Bağlama Grubunun Cümle İçindeki Yeri Bağlama grubu, cümlede isim, sıfat ve zarf görevlerinde kullanılır. • Bağlama grubu cümlede özne görevinde kullanılabilir. O modern Rusya ve Türkiye bu yoğun tarihi yoğun bir şekilde araştırmayı ve öğrenmeyi becerememektedirler. (İlber Ortaylı, Son İmparatorluk Osmanlı, s. 198) M. Kemal Paşa ve davetliler Belediyenin verdiği öğle yemeğine katıldılar. ( Turgut Özakman, Cumhuriyet Türk Mucizesi, s.256) • Bağlama grubu cümlede nesne görevinde kullanılabilir. Çünkü fazla mal üretimi, rekabet ve yıkım getirir. (İlber Ortaylı, Son İmparatorluk Osmanlı, s. 104) Sırılsıklam olmuş ayakkabılarını ve ardından da çoraplarını çıkardı. (İhsan Oktay Anar, Galîz Kahraman, s. 73) Antlaşmaları ve savaşları reddedemezsiniz: bunlar ulusları oluşturur. (İlber Ortaylı, Son İmparatorluk Osmanlı, s. 35) • Bağlama grubu cümlede yer tamlayıcısı görevinde kullanılabilir. Geçen asırda ve bu asrın başında mesela Mardin, Diyarbakır gibi bölgelerdeki köylere bakarsanız, bunu görürsünüz. (İlber Ortaylı, Son İmparatorluk, Osmanlı, s. 84) Sübyan mektebini vakfeden kimselerin çoğu, onun yanındaki bir mescit ve mezarlıkta medfundur. ( İlber Ortaylı, Son İmparatorluk Osmanlı, s. 108) • Bağlama grubu cümlede zarf görevinde kullanılabilir.
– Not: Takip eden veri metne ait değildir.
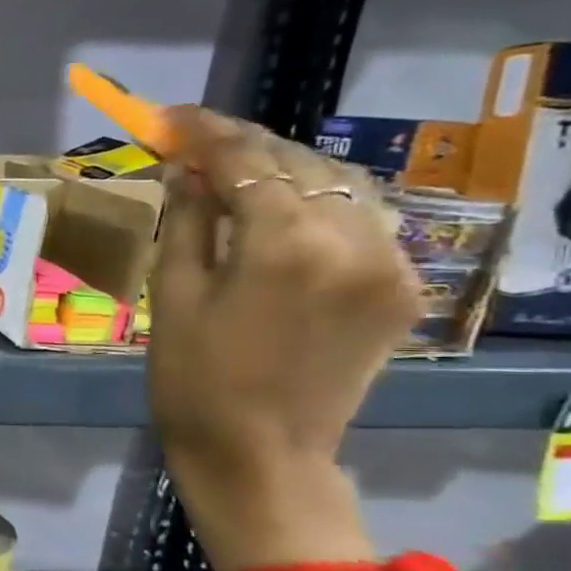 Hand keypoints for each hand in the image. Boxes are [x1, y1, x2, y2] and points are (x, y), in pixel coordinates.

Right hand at [149, 108, 420, 570]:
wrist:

Medeniyet tarihi, derin elektrik mühendisleri, derin nöroşirurji profesörleri, derin makina tasarımcıları, derin ilâç mucitleri, Atlantik’i geçen derin tayyâre pilotları derin kutup kâşifleri, derin ağır sıklet boksörler ve derin maratoncularla doluydu. (İhsan Oktay Anar, Galîz Kahraman, s.48) Bir münevvere yaraşmayacak şekilde paltosu ve kaşkolu olmadığından, gecenin soğuğu kemiklerine, hele hele omuriliğine işliyor, belkemiği işte bu yüzden sızım sızım sızıldadığından, sancı kalçasına vuruyor ve aksaya aksaya yürüyordu. • Bağlama grubu cümlede yüklem görevinde kullanılabilir. Nefes alma suretiyle beslenmemiz bedava ve yorgunluksuzdur. (Hüseyin Rahmi Gürpınar, Ben Deli miyim, s.96).